レポート

第70号「近年の水災の傾向と企業に求められる対策」

2016.7.1

はじめに

夏から秋にかけての台風シーズンが到来する。これまでのところ、本年は例年に比べ台風の発生件数が少ない。しかしながら、台風以外の原因で発生する水災も近年増加傾向にあり、油断は禁物である。
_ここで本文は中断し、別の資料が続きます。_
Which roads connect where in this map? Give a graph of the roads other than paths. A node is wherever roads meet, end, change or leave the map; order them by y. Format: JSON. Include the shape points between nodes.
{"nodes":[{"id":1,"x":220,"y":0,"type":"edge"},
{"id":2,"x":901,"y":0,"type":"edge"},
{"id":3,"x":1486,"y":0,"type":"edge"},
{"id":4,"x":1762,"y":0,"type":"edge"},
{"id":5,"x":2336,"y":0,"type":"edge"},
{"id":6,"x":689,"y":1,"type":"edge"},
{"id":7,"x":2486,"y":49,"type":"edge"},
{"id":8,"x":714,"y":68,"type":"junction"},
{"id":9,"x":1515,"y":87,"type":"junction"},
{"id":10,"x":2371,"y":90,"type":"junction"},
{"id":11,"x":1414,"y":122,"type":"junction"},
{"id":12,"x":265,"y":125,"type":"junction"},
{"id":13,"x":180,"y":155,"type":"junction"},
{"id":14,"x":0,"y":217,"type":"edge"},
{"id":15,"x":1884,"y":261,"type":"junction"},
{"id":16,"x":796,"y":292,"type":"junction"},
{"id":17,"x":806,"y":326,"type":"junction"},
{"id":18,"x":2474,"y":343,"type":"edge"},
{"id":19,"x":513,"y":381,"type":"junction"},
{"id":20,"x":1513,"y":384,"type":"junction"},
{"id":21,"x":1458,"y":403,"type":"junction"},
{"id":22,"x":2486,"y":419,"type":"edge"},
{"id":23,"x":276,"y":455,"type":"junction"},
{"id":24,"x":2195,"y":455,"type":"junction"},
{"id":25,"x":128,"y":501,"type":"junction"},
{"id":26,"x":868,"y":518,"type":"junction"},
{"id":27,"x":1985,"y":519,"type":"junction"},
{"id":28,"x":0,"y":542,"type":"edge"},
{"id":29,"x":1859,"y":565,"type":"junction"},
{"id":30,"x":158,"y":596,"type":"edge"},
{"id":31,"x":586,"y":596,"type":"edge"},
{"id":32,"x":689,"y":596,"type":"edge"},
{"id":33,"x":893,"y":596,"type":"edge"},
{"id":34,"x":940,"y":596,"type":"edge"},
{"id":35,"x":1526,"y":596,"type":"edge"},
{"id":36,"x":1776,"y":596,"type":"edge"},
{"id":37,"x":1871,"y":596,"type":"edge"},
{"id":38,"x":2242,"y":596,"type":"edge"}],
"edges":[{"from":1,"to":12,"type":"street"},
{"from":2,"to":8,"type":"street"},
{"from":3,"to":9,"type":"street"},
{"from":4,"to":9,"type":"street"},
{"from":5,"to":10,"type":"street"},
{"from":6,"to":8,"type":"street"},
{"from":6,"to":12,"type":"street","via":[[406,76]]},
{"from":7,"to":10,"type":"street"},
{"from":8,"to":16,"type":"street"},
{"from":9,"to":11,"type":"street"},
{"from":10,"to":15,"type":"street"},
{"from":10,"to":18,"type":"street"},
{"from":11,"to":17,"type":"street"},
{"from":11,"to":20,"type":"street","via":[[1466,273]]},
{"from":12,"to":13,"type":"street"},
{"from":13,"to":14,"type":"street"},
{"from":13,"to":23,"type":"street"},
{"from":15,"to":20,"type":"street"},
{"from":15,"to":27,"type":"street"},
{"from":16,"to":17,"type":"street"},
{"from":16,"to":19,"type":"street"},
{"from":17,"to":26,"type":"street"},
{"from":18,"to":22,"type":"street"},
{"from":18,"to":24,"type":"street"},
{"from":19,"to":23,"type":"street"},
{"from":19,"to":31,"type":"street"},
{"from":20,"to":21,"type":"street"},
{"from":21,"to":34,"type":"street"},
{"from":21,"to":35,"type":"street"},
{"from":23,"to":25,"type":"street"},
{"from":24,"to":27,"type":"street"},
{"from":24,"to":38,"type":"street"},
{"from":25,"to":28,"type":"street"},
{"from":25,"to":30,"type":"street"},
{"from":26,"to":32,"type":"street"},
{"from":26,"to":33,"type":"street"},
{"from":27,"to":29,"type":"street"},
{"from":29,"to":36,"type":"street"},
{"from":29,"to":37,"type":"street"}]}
本レポートでは、近年の水災の特徴・傾向を整理した上で、昨年の9月に発生した平成27年9月関東・東北豪雨を振り返り、今後の教訓とすべき情報を紹介する。さらに、水防法の改正にみる水災対策の動向と、効果的な対策方法の1つであるタイムラインの考え方を紹介する。これらを通じて、各企業における水災対策の一例を提示する。

1.水災の種類と2016年の気象状況

(1)水災について

まずは改めて水災の概要について触れておく。水災のうち、大雨による浸水災害は河川氾濫(外水氾濫)と内水氾濫に大きく分類される。河川氾濫は堤防を越えて水があふれる(越水)、または堤防が壊れて水が流出する(決壊、破堤)現象である。一方、内水氾濫とは市街地などで降雨時に排水が追いつかずに浸水する現象である(図1参照)。

この他、土石流、地すべり、急傾斜地崩壊、高潮といったものも水災に含まれる。

日本全国で発生している河川氾濫と内水氾濫の被害額の割合は図2のとおりである。被害額の合計では、ここ数年で特に2011年の被害額が大きい。